▸ **What you will do**:
Would you return every entry below without a single difference?

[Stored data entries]

──────

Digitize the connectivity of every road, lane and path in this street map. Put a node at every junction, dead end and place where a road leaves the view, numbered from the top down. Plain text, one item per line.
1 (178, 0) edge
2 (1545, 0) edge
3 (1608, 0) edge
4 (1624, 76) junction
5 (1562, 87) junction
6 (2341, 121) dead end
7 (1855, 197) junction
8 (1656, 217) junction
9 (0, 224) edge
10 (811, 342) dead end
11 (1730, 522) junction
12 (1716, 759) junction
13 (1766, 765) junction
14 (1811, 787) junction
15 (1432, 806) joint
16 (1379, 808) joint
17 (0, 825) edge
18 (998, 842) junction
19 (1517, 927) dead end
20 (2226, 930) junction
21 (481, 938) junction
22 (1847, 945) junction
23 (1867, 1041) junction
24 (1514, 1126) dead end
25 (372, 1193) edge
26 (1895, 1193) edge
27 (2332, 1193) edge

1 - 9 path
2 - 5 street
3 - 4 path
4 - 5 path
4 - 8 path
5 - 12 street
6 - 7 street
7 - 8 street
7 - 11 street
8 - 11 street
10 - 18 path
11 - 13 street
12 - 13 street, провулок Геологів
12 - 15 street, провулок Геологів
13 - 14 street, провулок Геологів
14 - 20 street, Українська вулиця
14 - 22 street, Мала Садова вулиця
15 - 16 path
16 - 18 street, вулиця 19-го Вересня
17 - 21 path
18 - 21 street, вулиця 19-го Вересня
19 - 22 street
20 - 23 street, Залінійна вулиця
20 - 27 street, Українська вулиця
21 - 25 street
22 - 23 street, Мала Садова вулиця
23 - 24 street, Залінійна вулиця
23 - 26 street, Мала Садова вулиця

──────

▸ **Output**:
Digitize the connectivity of every road, lane and path in this street map. Put a node at every junction, dead end and place where a road leaves the view, numbered from the top down. Plain text, one item per line.
1 (178, 0) edge
2 (1545, 0) edge
3 (1608, 0) edge
4 (1624, 76) junction
5 (1562, 87) junction
6 (2341, 121) dead end
7 (1855, 197) junction
8 (1656, 217) junction
9 (0, 224) edge
10 (811, 342) dead end
11 (1730, 522) junction
12 (1716, 759) junction
13 (1766, 765) junction
14 (1811, 787) junction
15 (1432, 806) joint
16 (1379, 808) joint
17 (0, 825) edge
18 (998, 842) junction
19 (1517, 927) dead end
20 (2226, 930) junction
21 (481, 938) junction
22 (1847, 945) junction
23 (1867, 1041) junction
24 (1514, 1126) dead end
25 (372, 1193) edge
26 (1895, 1193) edge
27 (2332, 1193) edge

1 - 9 path
2 - 5 street
3 - 4 path
4 - 5 path
4 - 8 path
5 - 12 street
6 - 7 street
7 - 8 street
7 - 11 street
8 - 11 street
10 - 18 path
11 - 13 street
12 - 13 street, провулок Геологів
12 - 15 street, провулок Геологів
13 - 14 street, провулок Геологів
14 - 20 street, Українська вулиця
14 - 22 street, Мала Садова вулиця
15 - 16 path
16 - 18 street, вулиця 19-го Вересня
17 - 21 path
18 - 21 street, вулиця 19-го Вересня
19 - 22 street
20 - 23 street, Залінійна вулиця
20 - 27 street, Українська вулиця
21 - 25 street
22 - 23 street, Мала Садова вулиця
23 - 24 street, Залінійна вулиця
23 - 26 street, Мала Садова вулиця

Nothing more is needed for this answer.